While giving it all up for a move to the country may sound appealing, it’s not always practical for many people. Instead, why not bring a little bit of nature to you in the form of indoor plants? They smell good, they look pretty, and they can actually be good for your health. Just don’t forget to water them!

Health Benefits of Indoor Plants

Improve air quality

Humans and plants work well together. While we breathe in oxygen and breathe out carbon dioxide, plants breathe in carbon dioxide and breathe out oxygen. Plants can freshen up the air, bring more oxygen into our spaces, and get rid of toxins. A study from NASA found that indoor plants can eliminate up to 87% of airborne toxins in just 24 hours. Try plants like the peace lily, gerbera daisy, and bamboo to reduce toxins in the air.

Help you sleep

Plants can help you sleep in a few different ways. The pleasant scent of rosemary and lavender can help you relax and doze off. While many plants stop emitting oxygen at night—when photosynthesis stops—there are some that do the opposite. Orchids, succulents, and aloe vera continue to let off oxygen in the dark, making them great for bedrooms.

Soothe bites and burns

Aloe vera may be spiky on the outside, but snap it open and you’ll find a green, gooey gel that can be applied to itchy bug bites or hot-to-the-touch sunburn. Aloe vera’s healing properties are a natural way to soothe irritated skin without making a trip to the pharmacy. Store a branch in the fridge for extra-cool sunburn relief; just watch those spines.

Reduce stress

Feeling stressed? Add a houseplant to your desk. It might be just what you need to relax and de-stress. Research shows that green space makes people less stressed, so while you might not be able to plant an indoor forest, you can add a hardy plant to your office. As an added benefit, indoor plants have been found to increase concentration and productivity by up to 15 percent.

Promote good nutrition

There are some herbs and edible plants that are suited to life indoors, so long as they get some sunlight. Growing your own food is a great way to improve your nutrition, as well as teach your kids healthy habits. You don’t have to have an outdoor garden to cultivate herbs like rosemary, chives, or parsley. You can also grow sprouts, lettuce greens, or chilli in a pot inside the house.

Therapeutic benefits

Looking at pretty plants can be aesthetically pleasing, which means it makes us feel good. Positive emotions are linked to good health, so the simple act of admiring your indoor plant could actually boost your health.

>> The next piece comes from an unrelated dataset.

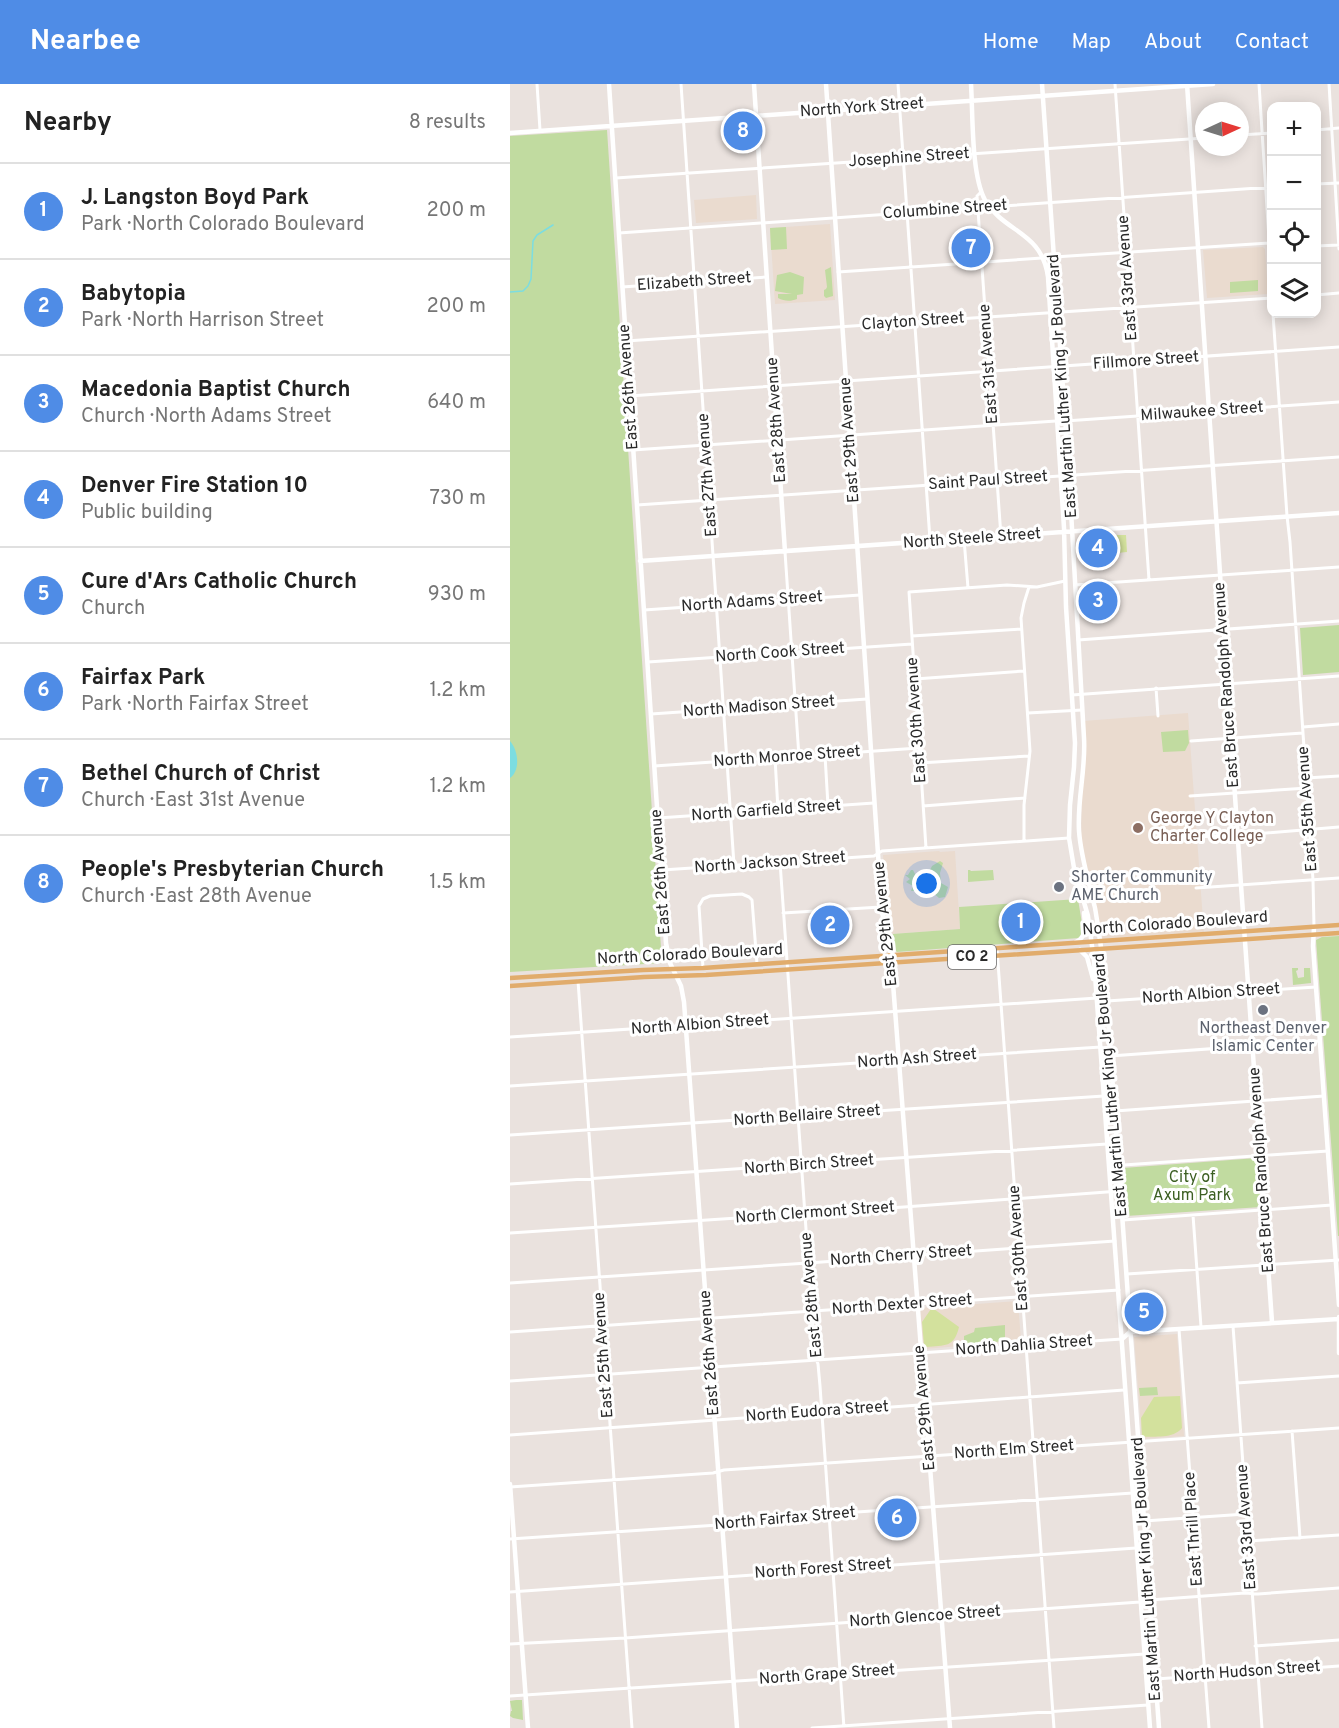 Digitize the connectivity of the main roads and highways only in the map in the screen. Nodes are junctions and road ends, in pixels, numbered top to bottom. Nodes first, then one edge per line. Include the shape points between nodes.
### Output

Try brightly-coloured flowers that will make you smile when you see them.

Increase humidity

Some plants, like ferns, can increase the level of moisture in the air. If dry air is a problem in your home, particularly in the winter, you could improve your health by putting a fern or two inside. It could improve your skin and reduce the effects of dry air.

Regulate humidity

On the other hand, if you’ve got too much humidity in your home, you might want a plant that can help balance it out. Try a spider plant, as its fast-growing leaves thrive in a humid environment. The same goes for palm trees, which can reduce humidity and help fight mould inside. Keep the soil moist and these plants will thank you.

Prevent sickness

A study of workplaces in the Netherlands found that increasing the number of plants in the office had a positive impact on the reduction of colds, headaches, sore throats, and fatigue. A Norwegian study found that offices with plants saw sickness rates decline by over 60 percent. Want to avoid getting sick? Plants might help.

Faster recovery time

You might be seeing more plants in hospitals, as recent research suggests that it could increase recovery rates for surgical patients. Research from Kansas State University found that patients with plants in their room had lower heart rates, were less fatigued and anxious, and were released from hospital sooner than those without plants.

You don’t have to have a green thumb to get started with indoor plants, as many of them are hardy and easy to maintain. If you’re worried, start with a cactus in a pot and work your way up to a hanging fern; the more plants, the merrier.